In [1]:
import nest_asyncio
nest_asyncio.apply()

In [2]:
import collections

import numpy as np
import tensorflow as tf
import os
import tensorflow_federated as tff
import functools
import time

np.random.seed(0)

tff.federated_computation(lambda: 'Check-OK')()

b'Check-OK'

## Load pre-trained model

### Generate the vocabulary lookup tables

In [3]:
vocab = list('dhlptx@DHLPTX $(,048cgkoswCGKOSW[_#\'/37;?bfjnrvzBFJNRVZ"&*.26:\naeimquyAEIMQUY]!%)-159\r')
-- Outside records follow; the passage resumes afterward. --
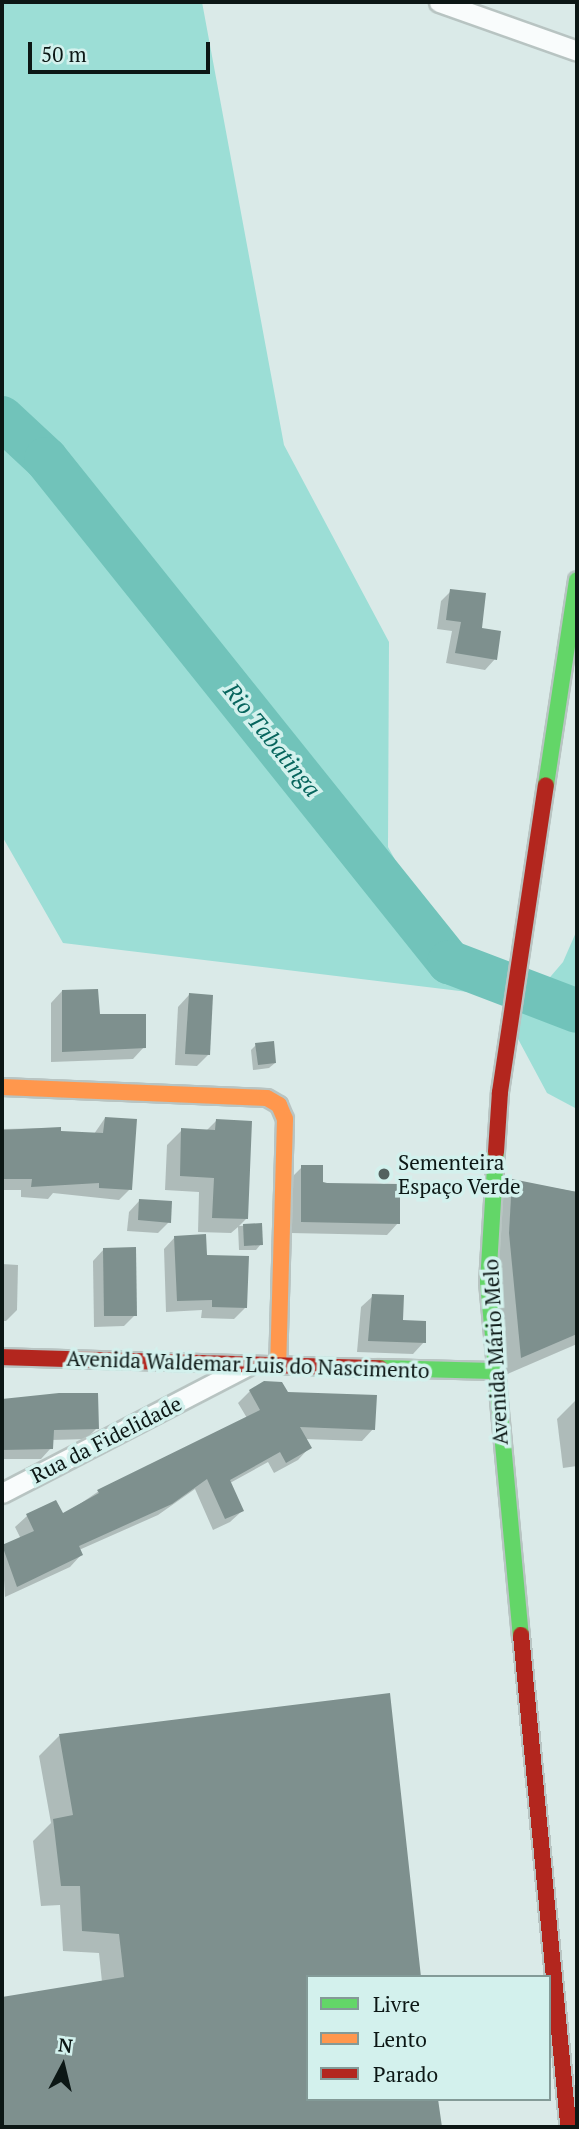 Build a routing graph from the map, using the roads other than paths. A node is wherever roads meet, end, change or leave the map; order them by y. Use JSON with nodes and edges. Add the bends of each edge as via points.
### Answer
{"nodes":[{"id":1,"x":439,"y":2,"type":"edge"},
{"id":2,"x":577,"y":51,"type":"edge"},
{"id":3,"x":577,"y":580,"type":"edge"},
{"id":4,"x":2,"y":1087,"type":"edge"},
{"id":5,"x":2,"y":1357,"type":"edge"},
{"id":6,"x":248,"y":1366,"type":"junction"},
{"id":7,"x":278,"y":1366,"type":"junction"},
{"id":8,"x":494,"y":1371,"type":"junction"},
{"id":9,"x":2,"y":1493,"type":"edge"},
{"id":10,"x":568,"y":2127,"type":"edge"}],
"edges":[{"from":1,"to":2,"type":"street"},
{"from":3,"to":8,"type":"main road","name":"Avenida Mário Melo","via":[[510,1024],[490,1206],[488,1282]]},
{"from":4,"to":7,"type":"main road","via":[[267,1098],[279,1105],[285,1119]]},
{"from":5,"to":6,"type":"main road","name":"Avenida Waldemar Luis do Nascimento"},
{"from":6,"to":7,"type":"main road","name":"Avenida Waldemar Luis do Nascimento"},
{"from":6,"to":9,"type":"street","name":"Rua da Fidelidade"},
{"from":7,"to":8,"type":"main road","name":"Avenida Waldemar Luis do Nascimento"},
{"from":8,"to":10,"type":"main road","name":"Avenida Mário Melo"}]} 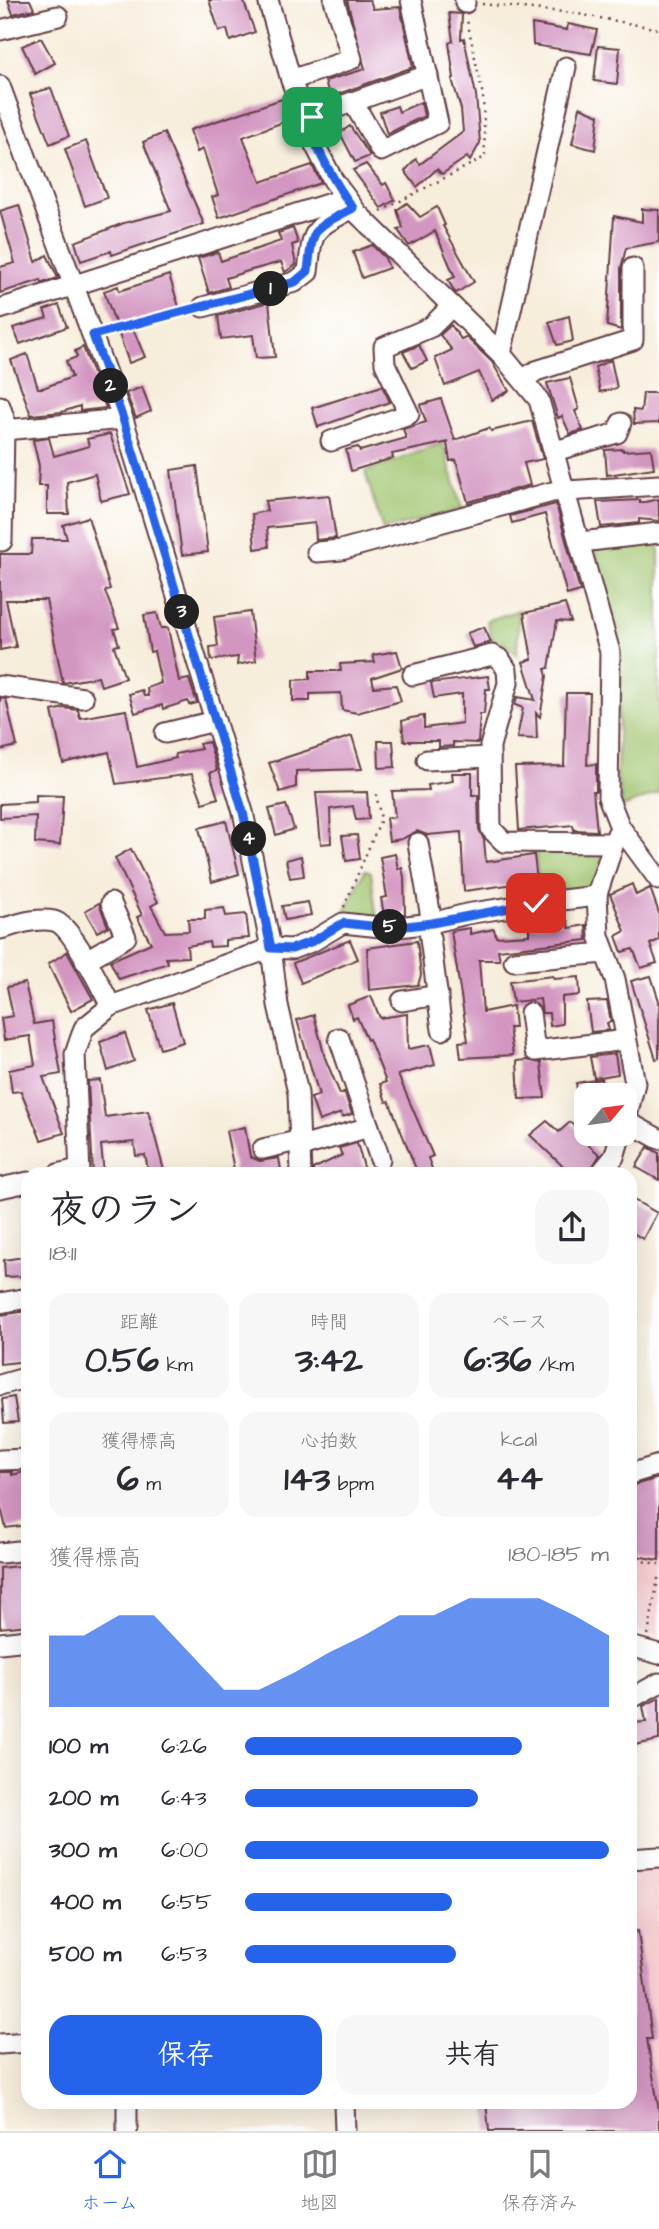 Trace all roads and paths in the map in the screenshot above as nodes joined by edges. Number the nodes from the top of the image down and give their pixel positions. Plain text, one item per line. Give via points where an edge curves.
1 (268, 0) edge
2 (334, 0) edge
3 (411, 0) edge
4 (465, 1) edge
5 (58, 16) dead end
6 (659, 29) edge
7 (0, 30) edge
8 (566, 66) dead end
9 (428, 75) junction
10 (290, 80) junction
11 (0, 86) edge
12 (353, 102) junction
13 (305, 119) junction
14 (354, 208) junction
15 (633, 268) dead end
16 (73, 284) junction
17 (452, 306) junction
18 (202, 307) joint
19 (0, 309) edge
20 (93, 335) junction
21 (501, 354) junction
22 (524, 379) junction
23 (0, 406) edge
24 (123, 419) junction
25 (621, 423) dead end
26 (4, 430) edge
27 (331, 441) dead end
28 (555, 451) junction
29 (659, 485) edge
30 (566, 493) junction
31 (659, 533) edge
32 (0, 541) edge
33 (581, 542) junction
34 (317, 552) dead end
35 (413, 675) dead end
36 (0, 686) edge
37 (83, 698) dead end
38 (215, 721) junction
39 (166, 733) dead end
40 (490, 757) junction
41 (427, 760) dead end
42 (376, 794) dead end
43 (616, 835) junction
44 (418, 843) dead end
45 (657, 873) edge
46 (597, 896) junction
47 (111, 903) dead end
48 (430, 923) junction
49 (340, 924) junction
50 (0, 929) edge
51 (271, 948) junction
52 (605, 953) junction
53 (85, 961) junction
54 (514, 961) dead end
55 (438, 995) junction
56 (401, 1001) dead end
57 (111, 1006) junction
58 (530, 1013) dead end
59 (442, 1030) dead end
60 (339, 1038) dead end
61 (626, 1040) junction
62 (635, 1083) edge
63 (369, 1127) junction
64 (637, 1131) edge
65 (659, 1139) edge
66 (301, 1143) junction
67 (618, 1146) edge
68 (263, 1149) dead end
69 (380, 1159) dead end
70 (79, 1167) edge
71 (301, 1167) edge
72 (606, 1167) edge
73 (21, 1184) edge
74 (0, 1188) edge
75 (21, 1299) edge
76 (0, 1303) edge
77 (21, 1379) edge
78 (0, 1385) edge
79 (21, 1459) edge
80 (0, 1460) edge
81 (659, 1465) edge
82 (637, 1472) edge
83 (21, 1551) edge
84 (0, 1553) edge
85 (637, 1560) edge
86 (659, 1564) edge
87 (659, 1573) edge
88 (21, 1641) edge
89 (639, 1642) edge
90 (0, 1643) edge
91 (659, 1654) edge
92 (659, 1683) edge
93 (637, 1695) edge
94 (659, 1857) edge
95 (637, 1859) edge
96 (21, 2042) edge
97 (0, 2044) edge
98 (127, 2109) edge
99 (344, 2109) edge
100 (128, 2131) edge
101 (345, 2131) edge

1 - 10 street
2 - 10 street via 352,59
3 - 9 street
4 - 6 path via 573,13
4 - 14 path via 482,96 485,157
5 - 7 street
8 - 21 street
9 - 12 street
9 - 12 street via 438,123 381,151
10 - 13 street
11 - 16 street
12 - 13 street
13 - 14 street via 333,180
14 - 16 street
14 - 17 street
14 - 18 street via 318,226 308,271 295,282
15 - 22 street via 634,340 536,371
16 - 19 street
16 - 20 street
17 - 21 street
17 - 27 street via 431,327 384,347 385,364 409,414
18 - 20 path
20 - 24 street
21 - 22 street
22 - 28 street via 539,400
23 - 26 street
24 - 26 street
24 - 38 street
25 - 28 street via 617,433
26 - 32 street
28 - 30 street
29 - 30 street
30 - 33 street
30 - 34 street via 552,492 341,550
31 - 33 street
33 - 43 street via 610,652 608,797
35 - 40 street via 492,655 500,659 508,684 489,746
36 - 37 street
38 - 39 street
38 - 51 street via 243,812
40 - 41 street
40 - 43 street via 491,829 505,842
42 - 49 path via 381,819
43 - 45 street
43 - 46 street
44 - 48 street
46 - 48 street
46 - 52 street via 599,936
47 - 53 street via 126,937
48 - 49 street via 390,928
48 - 55 street
49 - 51 street via 292,949
50 - 53 street via 55,921 68,930
51 - 57 street
51 - 66 street via 278,1005 298,1093
52 - 54 street
52 - 61 street via 615,979
53 - 57 street
55 - 56 street
55 - 59 street
57 - 70 street via 84,1028 75,1055
58 - 61 street via 535,1051
60 - 63 street
61 - 62 street
63 - 66 street
63 - 69 street
64 - 65 street
66 - 68 street
66 - 71 street
67 - 72 street
73 - 74 street
75 - 76 street
77 - 78 street
79 - 80 street
81 - 82 street
83 - 84 street
85 - 86 path
87 - 89 path
88 - 90 street
89 - 91 street
92 - 93 street
94 - 95 street
96 - 97 street
98 - 100 street
99 - 101 street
char2idx = {u:1 for i, u in enumerate(vocab)}
idx2char = np.array(vocab)


### Load pre-trained model and generate random text

In [4]:
def load_model(batch_size):
    urls = {1: 'https://storage.googleapis.com/tff-models-public/dickens_rnn.batch1.kerasmodel', 
            8: 'https://storage.googleapis.com/tff-models-public/dickens_rnn.batch8.kerasmodel'}
    assert batch_size in urls, 'batch_size must be in ' + str(urls.keys())
    url = urls[batch_size]
    local_file = tf.keras.utils.get_file(os.path.basename(url), origin=url)
    return tf.keras.models.load_model(local_file, compile=False)

In [5]:
def generate_text(model, start_string):
    # from tensorflow.org/tutorials/sequences/text_generation
    num_generate = 200
    input_eval = [char2idx[s] for s in start_string]
    input_eval = tf.expand_dims(input_eval, 0)
    text_generated = []
    temperature = 1.0
    
    model.reset_states()
    for i in range(num_generate):
        predictions = model(input_eval)
        predictions = tf.squeeze(predictions, 0)
        predictions = predictions / temperature
        predicted_id = tf.random.categorical(
            predictions, num_samples=1)[-1,0].numpy()
        input_eval = tf.expand_dims([predicted_id],0)
        text_generated.append(idx2char[predicted_id])
        
    return (start_string + ''.join(text_generated))

In [7]:
keras_model_batch1 = load_model(batch_size=1)
print(generate_text(keras_model_batch1, 'Where art thou tensorflow, you ask? '))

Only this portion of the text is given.